Segment Start: Data shown

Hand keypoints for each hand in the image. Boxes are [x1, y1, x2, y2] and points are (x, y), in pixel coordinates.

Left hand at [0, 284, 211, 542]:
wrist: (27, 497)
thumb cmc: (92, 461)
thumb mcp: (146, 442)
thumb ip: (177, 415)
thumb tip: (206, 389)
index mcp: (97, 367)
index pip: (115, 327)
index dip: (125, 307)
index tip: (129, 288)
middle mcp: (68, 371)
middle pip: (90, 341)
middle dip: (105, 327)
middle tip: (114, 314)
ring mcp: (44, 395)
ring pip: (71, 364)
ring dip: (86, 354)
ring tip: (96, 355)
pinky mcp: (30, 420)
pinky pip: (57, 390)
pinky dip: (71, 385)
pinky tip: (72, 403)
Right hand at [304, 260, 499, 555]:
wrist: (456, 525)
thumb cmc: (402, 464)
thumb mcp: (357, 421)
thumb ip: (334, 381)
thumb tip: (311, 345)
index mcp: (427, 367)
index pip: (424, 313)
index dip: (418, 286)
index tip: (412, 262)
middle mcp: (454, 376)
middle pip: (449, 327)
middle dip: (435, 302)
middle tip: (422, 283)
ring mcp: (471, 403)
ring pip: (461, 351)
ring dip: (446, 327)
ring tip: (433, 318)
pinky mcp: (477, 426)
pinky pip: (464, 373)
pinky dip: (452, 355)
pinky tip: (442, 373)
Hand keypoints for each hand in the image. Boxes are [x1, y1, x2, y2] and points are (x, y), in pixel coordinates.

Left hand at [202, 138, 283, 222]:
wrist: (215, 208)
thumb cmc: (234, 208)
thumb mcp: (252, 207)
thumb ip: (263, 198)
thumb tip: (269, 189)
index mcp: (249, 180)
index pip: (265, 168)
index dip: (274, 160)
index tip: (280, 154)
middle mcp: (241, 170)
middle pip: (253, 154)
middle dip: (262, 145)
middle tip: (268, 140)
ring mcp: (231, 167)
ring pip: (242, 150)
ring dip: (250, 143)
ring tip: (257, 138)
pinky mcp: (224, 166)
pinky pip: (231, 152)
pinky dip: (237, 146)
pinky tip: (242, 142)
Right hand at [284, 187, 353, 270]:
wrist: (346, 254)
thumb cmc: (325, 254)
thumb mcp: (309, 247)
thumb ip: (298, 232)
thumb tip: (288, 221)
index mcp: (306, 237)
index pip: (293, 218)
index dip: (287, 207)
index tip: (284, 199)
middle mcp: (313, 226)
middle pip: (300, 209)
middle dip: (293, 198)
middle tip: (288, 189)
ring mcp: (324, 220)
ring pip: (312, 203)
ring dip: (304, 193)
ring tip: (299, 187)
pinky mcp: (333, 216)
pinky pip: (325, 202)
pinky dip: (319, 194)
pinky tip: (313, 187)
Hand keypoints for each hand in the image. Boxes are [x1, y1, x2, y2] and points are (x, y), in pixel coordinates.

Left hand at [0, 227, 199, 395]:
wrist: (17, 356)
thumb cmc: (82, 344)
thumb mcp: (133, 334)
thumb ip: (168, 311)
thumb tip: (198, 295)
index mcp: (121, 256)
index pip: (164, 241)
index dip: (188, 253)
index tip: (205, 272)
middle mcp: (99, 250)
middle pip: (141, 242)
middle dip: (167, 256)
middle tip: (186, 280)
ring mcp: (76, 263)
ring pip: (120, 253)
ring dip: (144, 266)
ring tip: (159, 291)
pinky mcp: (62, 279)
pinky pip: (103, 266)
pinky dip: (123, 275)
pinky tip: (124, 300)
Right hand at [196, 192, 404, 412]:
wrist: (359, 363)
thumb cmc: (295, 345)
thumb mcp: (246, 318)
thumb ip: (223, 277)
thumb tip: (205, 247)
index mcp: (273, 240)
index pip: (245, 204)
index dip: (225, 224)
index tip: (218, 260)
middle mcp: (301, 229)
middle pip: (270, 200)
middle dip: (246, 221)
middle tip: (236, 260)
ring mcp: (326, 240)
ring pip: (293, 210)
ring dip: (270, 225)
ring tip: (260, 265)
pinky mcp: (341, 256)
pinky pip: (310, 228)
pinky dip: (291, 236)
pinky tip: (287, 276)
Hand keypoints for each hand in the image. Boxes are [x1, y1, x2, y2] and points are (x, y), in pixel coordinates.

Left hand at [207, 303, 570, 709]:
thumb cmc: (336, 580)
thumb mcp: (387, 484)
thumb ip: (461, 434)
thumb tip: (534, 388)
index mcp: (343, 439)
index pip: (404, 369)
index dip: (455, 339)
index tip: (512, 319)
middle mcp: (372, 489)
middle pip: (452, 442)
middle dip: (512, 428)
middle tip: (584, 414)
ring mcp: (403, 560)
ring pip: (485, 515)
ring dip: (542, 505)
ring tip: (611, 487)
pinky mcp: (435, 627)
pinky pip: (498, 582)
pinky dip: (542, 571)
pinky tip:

Segment End: Data shown

Whenever "wrist" occurs in a line of the entries, copy that line.

• [Result of this task]
wrist: (27, 497)
wrist: (456, 525)
wrist: (215, 208)
wrist: (346, 254)
wrist: (17, 356)
wrist: (359, 363)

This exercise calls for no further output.